Hong Kong’s heatwave should raise alarm bells about what could come next: water shortages

Alice Wu says two weeks of record hot weather have brought back memories of the city’s 1963 drought and tight water rationing. It’s time to heed warnings that climate change and our wasteful water-use habits are a crisis in the making

The record-breaking heatwave that left Hong Kong scorching hot for 15 days straight — the hottest May since records began — was enough to send former Hong Kong Observatory chief Lam Chiu-ying back 55 years.
In a blog post last week, Lam recalled the severe drought in May 1963 that required strict water rationing for all residents, with the taps running for only four hours every four days. Rationing actually continued into the 1970s, ceasing only in May 1982. Almost two decades of worrying about water is not something many Hongkongers today can relate to or even imagine.
Yet water security is important. It took something as drastic as temperatures reaching 38.6 degrees Celsius, as happened last Tuesday, to get our attention. To date, this year’s rainfall total has been the second-lowest level recorded for Hong Kong, the Observatory said. For April and May, no water level could be recorded for Lau Shui Heung Reservoir because it had completely dried up.

Hong Kong's Lau Shui Heung Reservoir dries up:

Last year, local think tank Civic Exchange published a report, The Illusion of Plenty , that called attention to the threat of a water crisis in Hong Kong. It called on the government to review the city’s long-term water strategy and for Hongkongers to change our wasteful habits. It raised important issues like our dependence on mainland China’s Dongjiang and our failure to rein in our water consumption, which is about 21 per cent higher than the global average.

Unfortunately, no one was in the mood to listen.

Chiu used the current heatwave to sound the alarm, appealing to us to not take rainfall or Dongjiang water for granted. Any drought that hit southern China would leave all major cities high and dry, he warned. If that happened, cities “might have to fight for water to drink”. That’s not at all far-fetched, considering the increasingly unpredictable weather due to climate change and the massive national push for development under the Greater Bay Area initiative.

Both climate change and industrial development are factors that will exacerbate water scarcity on a global scale. The UN has warned that the world faces a supply shortfall of 40 per cent by 2030, which would be a major threat to global security.

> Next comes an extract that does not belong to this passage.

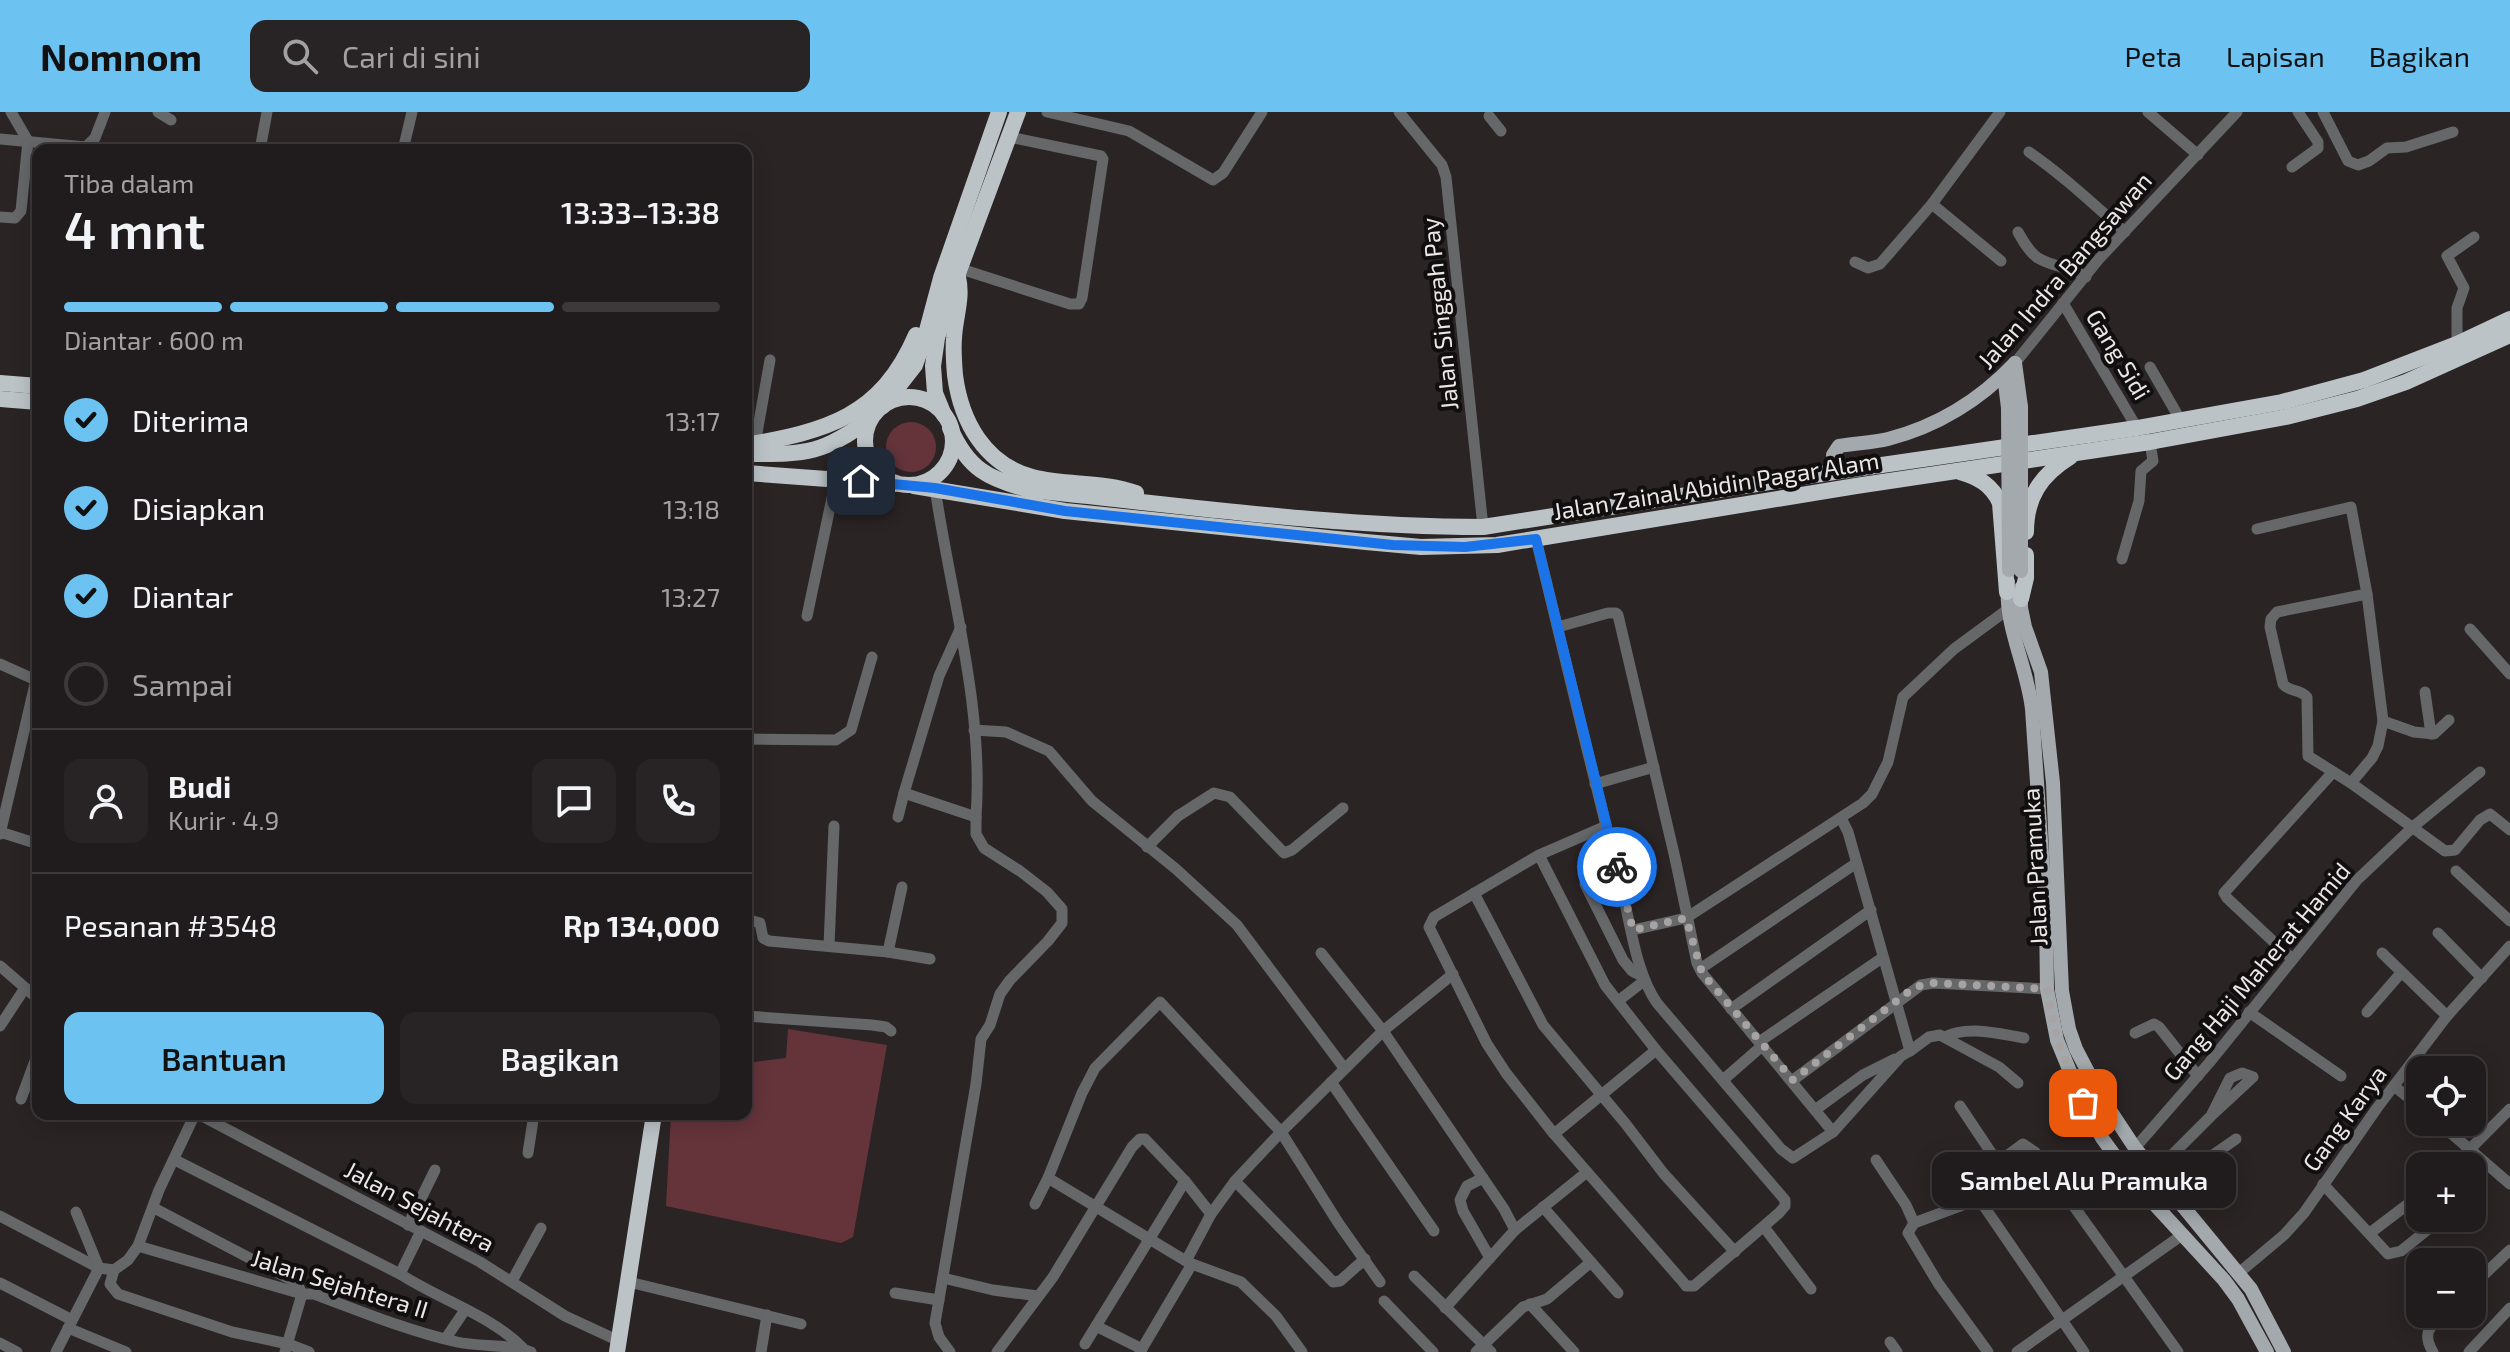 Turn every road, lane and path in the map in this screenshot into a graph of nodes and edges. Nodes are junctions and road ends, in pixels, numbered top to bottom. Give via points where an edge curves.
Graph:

As obsessed as this city is with global rankings, we seem to care very little for the fact that a 2016 Organisation for Economic Cooperation and Development study of 48 major international cities found Hong Kong to be one of the highest per capita water users globally. Water scarcity is a global issue. For Hong Kong to ignore its responsibility as a member of the global community and continue with its profligate ways is shameful.

Consider the very harsh conditions residents of drought-stricken Cape Town have been facing. The severe drought that began in 2015 has crippled the city. By February of this year, residents were limited to just 50 litres of water per day and worrying about “Day Zero” – the day when critically low levels of fresh water might be cut off for good. The dreaded day has been put off for now, but the lessons remain for Hong Kong.
Residents in Sheung Wan, Hong Kong, collect water from taps that were running only four hours every four days, during a drought in June 1963. Photo: SCMP Pictures
Many have said that water disputes could start small, but would escalate into major conflict; some even predict water scarcity could be the source of future wars. If hot weather can drive the MTR Corporation chief to make enraging public comments, imagine what hot weather plus harsh water rationing can do.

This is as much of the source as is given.